Depressing widgets

MAPlight.org does great things with using the Internet to shine daylight into issues of money and politics. Their latest offering are widgets that track the fundraising of presidential candidates (which is a little too horserace-oriented for my taste). You can customize them with the candidates of your choosing. I made one (below) showing all of the candidates, sorted by the amount raised. The main lesson I take from it is that billions of dollars are being wasted on TV ads and manipulative consultants. And that Edwards is at the top of the second tier instead of at the bottom of the top tier where I would like him to be.

Make your own at: http://www.maplight.org/widgets

But… some of my best friends are white!

Today I moderated the session on “Is cyberspace colorblind?” at PDF. It was pretty challenging, which I think it probably should be when we get into such important and difficult topics. A certain amount of respectful conflict can be very productive. I was was frustrated but not surprised at some of the white, male “A-list” bloggers who tried to undermine us or make it about them, but I feel like we managed to keep it on track and enlightening. I really wanted to have more dialog with the audience but there was nowhere near enough time.

It was an immense honor for me to share the stage with four incredibly smart people,a nd I learned a lot from all of their comments. I’m looking forward to seeing what Cheryl, Chris, Anil, and Liza have to say about the session on their blogs. Plus we will be continuing the conversation at the PDF unconference tomorrow.

Gulp

I just read on Beth’s Blog and PDF that Convio have just bought GetActive. These are two of the biggest providers of web 1.0 engagement tools for nonprofits. I spent some years working for a very large customer of GetActive, in fact I was the resident GetActive “expert” on staff. While I always had suggestions for improvement, I shared my colleagues’ widely-held relief that at least we didn’t have to use Convio!

So while this may be good for GetActive, Inc. I’m not optimistic about the impact on the online advocacy space. Beth raises some excellent points about interoperability, and links to other blogger reactions.

Also more info and some useful thoughts by Michael Silberman at Echo Ditto: “Will this encourage more healthy competition from the other vendors and providers? (I hope so.) Or will Convio innovate less due to their massive new market share and potential perceived lack of competition? (I hope not.) And will this make open source solutions even more attractive to potential clients and users? (I think yes.)”

When “your” network bites back

Cross posted from my work blog.

There's a great write-up by Adam Conner over on the Personal Democracy Forum of how the small actions of many autonomous individuals can add up to a networked tsunami. 

Yesterday, Facebook launched a new feature called feeds, which is a live stream of constant updates on the recent activities of your Facebook friends.

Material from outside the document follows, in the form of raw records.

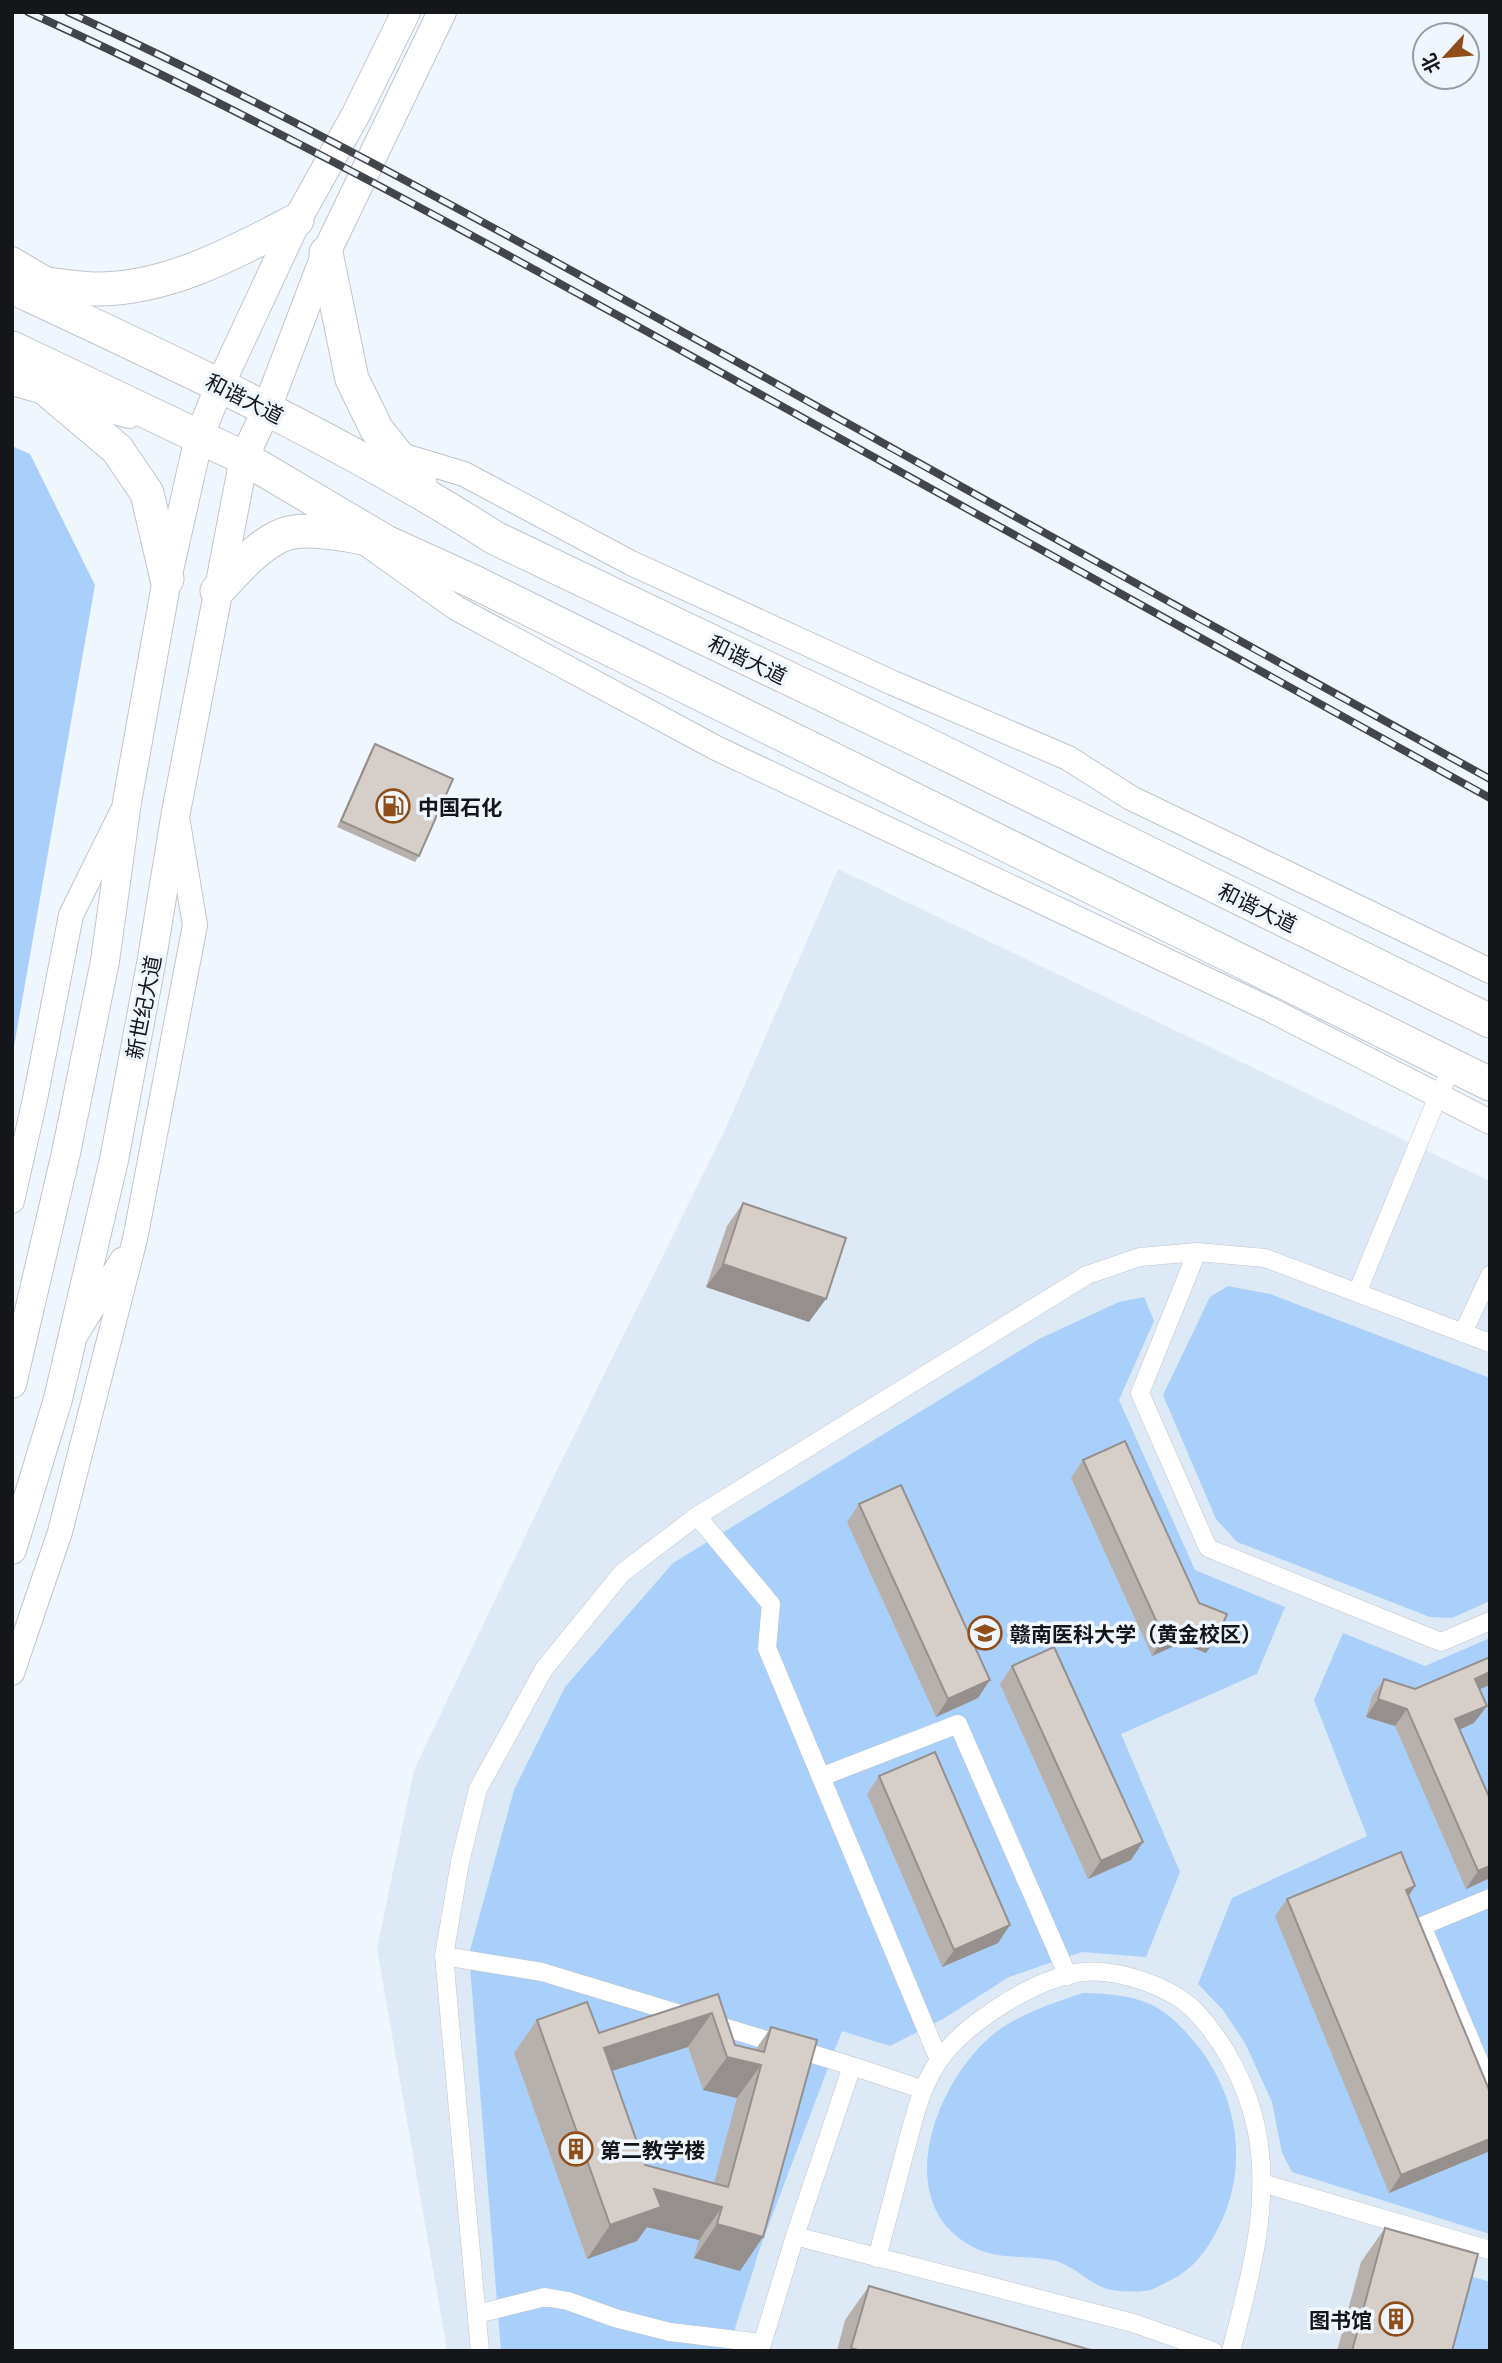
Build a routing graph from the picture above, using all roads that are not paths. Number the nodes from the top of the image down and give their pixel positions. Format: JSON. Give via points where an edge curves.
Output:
{"nodes":[{"id":1,"x":406,"y":12,"type":"edge"},
{"id":2,"x":442,"y":12,"type":"edge"},
{"id":3,"x":297,"y":220,"type":"junction"},
{"id":4,"x":326,"y":253,"type":"junction"},
{"id":5,"x":12,"y":259,"type":"edge"},
{"id":6,"x":12,"y":280,"type":"edge"},
{"id":7,"x":53,"y":284,"type":"junction"},
{"id":8,"x":12,"y":287,"type":"edge"},
{"id":9,"x":12,"y":348,"type":"edge"},
{"id":10,"x":12,"y":361,"type":"edge"},
{"id":11,"x":12,"y":383,"type":"edge"},
{"id":12,"x":220,"y":385,"type":"junction"},
{"id":13,"x":52,"y":394,"type":"junction"},
{"id":14,"x":267,"y":408,"type":"junction"},
{"id":15,"x":199,"y":437,"type":"junction"},
{"id":16,"x":396,"y":453,"type":"junction"},
{"id":17,"x":244,"y":458,"type":"junction"},
{"id":18,"x":430,"y":496,"type":"junction"},
{"id":19,"x":371,"y":540,"type":"junction"},
{"id":20,"x":167,"y":579,"type":"junction"},
{"id":21,"x":217,"y":591,"type":"junction"},
{"id":22,"x":127,"y":802,"type":"junction"},
{"id":23,"x":176,"y":812,"type":"junction"},
{"id":24,"x":1490,"y":971,"type":"edge"},
{"id":25,"x":1490,"y":1021,"type":"edge"},
{"id":26,"x":1453,"y":1066,"type":"junction"},
{"id":27,"x":1490,"y":1084,"type":"edge"},
{"id":28,"x":1438,"y":1096,"type":"junction"},
{"id":29,"x":1490,"y":1122,"type":"edge"},
{"id":30,"x":12,"y":1201,"type":"edge"},
{"id":31,"x":135,"y":1239,"type":"junction"},
{"id":32,"x":1197,"y":1252,"type":"junction"},
{"id":33,"x":1490,"y":1275,"type":"edge"},
{"id":34,"x":1357,"y":1293,"type":"junction"},
{"id":35,"x":1463,"y":1333,"type":"junction"},
{"id":36,"x":74,"y":1336,"type":"junction"},
{"id":37,"x":1490,"y":1343,"type":"edge"},
{"id":38,"x":12,"y":1384,"type":"edge"},
{"id":39,"x":697,"y":1516,"type":"junction"},
{"id":40,"x":12,"y":1550,"type":"edge"},
{"id":41,"x":1490,"y":1621,"type":"edge"},
{"id":42,"x":12,"y":1673,"type":"edge"},
{"id":43,"x":821,"y":1777,"type":"junction"},
{"id":44,"x":1490,"y":1898,"type":"edge"},
{"id":45,"x":444,"y":1956,"type":"junction"},
{"id":46,"x":1068,"y":1976,"type":"junction"},
{"id":47,"x":939,"y":2060,"type":"junction"},
{"id":48,"x":852,"y":2066,"type":"junction"},
{"id":49,"x":1490,"y":2087,"type":"edge"},
{"id":50,"x":922,"y":2090,"type":"junction"},
{"id":51,"x":1262,"y":2183,"type":"junction"},
{"id":52,"x":794,"y":2236,"type":"junction"},
{"id":53,"x":1490,"y":2250,"type":"edge"},
{"id":54,"x":877,"y":2258,"type":"junction"},
{"id":55,"x":477,"y":2314,"type":"junction"},
{"id":56,"x":761,"y":2347,"type":"edge"},
{"id":57,"x":480,"y":2351,"type":"edge"},
{"id":58,"x":1213,"y":2351,"type":"edge"},
{"id":59,"x":1231,"y":2351,"type":"edge"}],
"edges":[{"from":1,"to":3,"type":"main road"},
{"from":2,"to":4,"type":"main road","name":"新世纪大道"},
{"from":3,"to":7,"type":"highway","via":[[217,261],[157,281],[100,289]]},
{"from":3,"to":12,"type":"main road"},
{"from":4,"to":14,"type":"main road","name":"新世纪大道"},
{"from":4,"to":16,"type":"highway","via":[[352,379],[377,430]]},
{"from":5,"to":7,"type":"street"},
{"from":6,"to":7,"type":"highway"},
{"from":7,"to":12,"type":"street"},
{"from":8,"to":12,"type":"highway","name":"和谐大道"},
{"from":9,"to":15,"type":"highway"},
{"from":10,"to":13,"type":"highway"},
{"from":11,"to":13,"type":"street"},
{"from":12,"to":14,"type":"highway","name":"和谐大道"},
{"from":12,"to":15,"type":"main road"},
{"from":13,"to":15,"type":"street"},
{"from":13,"to":20,"type":"highway","via":[[117,449],[147,493]]},
{"from":14,"to":16,"type":"street"},
{"from":14,"to":17,"type":"main road","name":"新世纪大道"},
{"from":14,"to":18,"type":"highway","name":"和谐大道"},
{"from":15,"to":17,"type":"highway"},
{"from":15,"to":20,"type":"main road"},
{"from":16,"to":18,"type":"highway"},
{"from":16,"to":24,"type":"street","via":[[464,474],[631,563],[1068,758],[1131,798]]},
{"from":17,"to":19,"type":"highway"},
{"from":17,"to":21,"type":"main road","name":"新世纪大道"},
{"from":18,"to":25,"type":"highway","name":"和谐大道","via":[[495,538]]},
{"from":19,"to":21,"type":"highway","via":[[319,530],[280,535],[250,556]]},
{"from":19,"to":26,"type":"highway","via":[[476,583]]},
{"from":19,"to":28,"type":"street","via":[[456,608],[716,748],[1269,1009]]},
{"from":20,"to":22,"type":"main road"},
{"from":21,"to":23,"type":"main road","name":"新世纪大道"},
{"from":22,"to":30,"type":"street","via":[[71,915]]},
{"from":22,"to":38,"type":"main road","via":[[105,961]]},
{"from":23,"to":31,"type":"street","via":[[195,925]]},
{"from":23,"to":36,"type":"main road","name":"新世纪大道","via":[[116,1147]]},
{"from":26,"to":27,"type":"highway"},
{"from":26,"to":28,"type":"street"},
{"from":28,"to":29,"type":"street"},
{"from":28,"to":34,"type":"street"},
{"from":31,"to":36,"type":"street"},
{"from":31,"to":42,"type":"street","via":[[60,1532]]},
{"from":32,"to":34,"type":"street","via":[[1265,1258]]},
{"from":32,"to":39,"type":"street","via":[[1140,1257],[1087,1275]]},
{"from":32,"to":41,"type":"street","via":[[1140,1393],[1208,1549],[1441,1642]]},
{"from":33,"to":35,"type":"street"},
{"from":34,"to":35,"type":"street"},
{"from":35,"to":37,"type":"street"},
{"from":36,"to":40,"type":"main road","name":"新世纪大道"},
{"from":39,"to":43,"type":"street","via":[[771,1604],[767,1648]]},
{"from":39,"to":45,"type":"street","via":[[622,1573],[544,1669],[478,1789]]},
{"from":43,"to":46,"type":"street","via":[[958,1724]]},
{"from":43,"to":47,"type":"street"},
{"from":44,"to":49,"type":"street","via":[[1422,1926]]},
{"from":45,"to":48,"type":"street","via":[[542,1972]]},
{"from":45,"to":55,"type":"street"},
{"from":46,"to":47,"type":"street","via":[[1015,1997],[976,2021]]},
{"from":46,"to":51,"type":"street","via":[[1111,1972],[1140,1979],[1194,2010],[1226,2052],[1244,2089],[1256,2127]]},
{"from":47,"to":50,"type":"street"},
{"from":48,"to":50,"type":"street"},
{"from":48,"to":52,"type":"street"},
{"from":50,"to":54,"type":"street"},
{"from":51,"to":53,"type":"street"},
{"from":51,"to":59,"type":"street","via":[[1250,2280]]},
{"from":52,"to":54,"type":"street"},
{"from":52,"to":56,"type":"street"},
{"from":54,"to":58,"type":"street","via":[[1133,2323]]},
{"from":55,"to":56,"type":"street","via":[[545,2297],[670,2332]]},
{"from":55,"to":57,"type":"street"}]}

Everything you or your friends do on Facebook, from adding new friends, to changing your profile, or commenting on other people’s pictures, is now streamed live to your homepage when you log onto the site. It was new, technologically impressive, and unexpected.

And a lot of people didn’t like it. Really didn’t like it.

Users immediately began creating anti-feed "groups" in Facebook to protest the change.

One group in particular, "Students against Facebook News Feed (Official Petition to Facebook),"; somehow connected the intangible elements of luck and timing to become the most popular “anti-feed” group.

By 11:55pm on Tuesday, its first day of existence, the group gone from 0 members to 68,607. At 12:55am it had grown to 85,521 members, having added nearly 20,000 members in an hour. At 2:06pm today there were 223,460 members, having almost doubled in size in 12 hours.

Facebook was promoting it's own protesters involuntarily through the unpopular new Feeds feature.

Every time someone joins the Facebook group "students against Facebook news feed," every single friend that user has is made aware of this the next time they login, without any action other than joining the group being required from the user.

This is a great example of how network infrastructure allows many people to communicate directly with each other and enables collective network action to flow through the pipelines.   Read the entire story at http://www.personaldemocracy.com/node/999

PDF gets started

PDF gets started
Andrew Rasiej, the founder of the Personal Democracy Forum, says people are too focused on elections instead of politics. Therefore we get sucked into the big-money crass world of elections, instead of working for political change.

Now Scott Heiferman of Meetup.com is speaking. I saw him talk at O’Reilly’s “e-democracy” conference last year… I wonder if he will have anything new to say or the same spiel.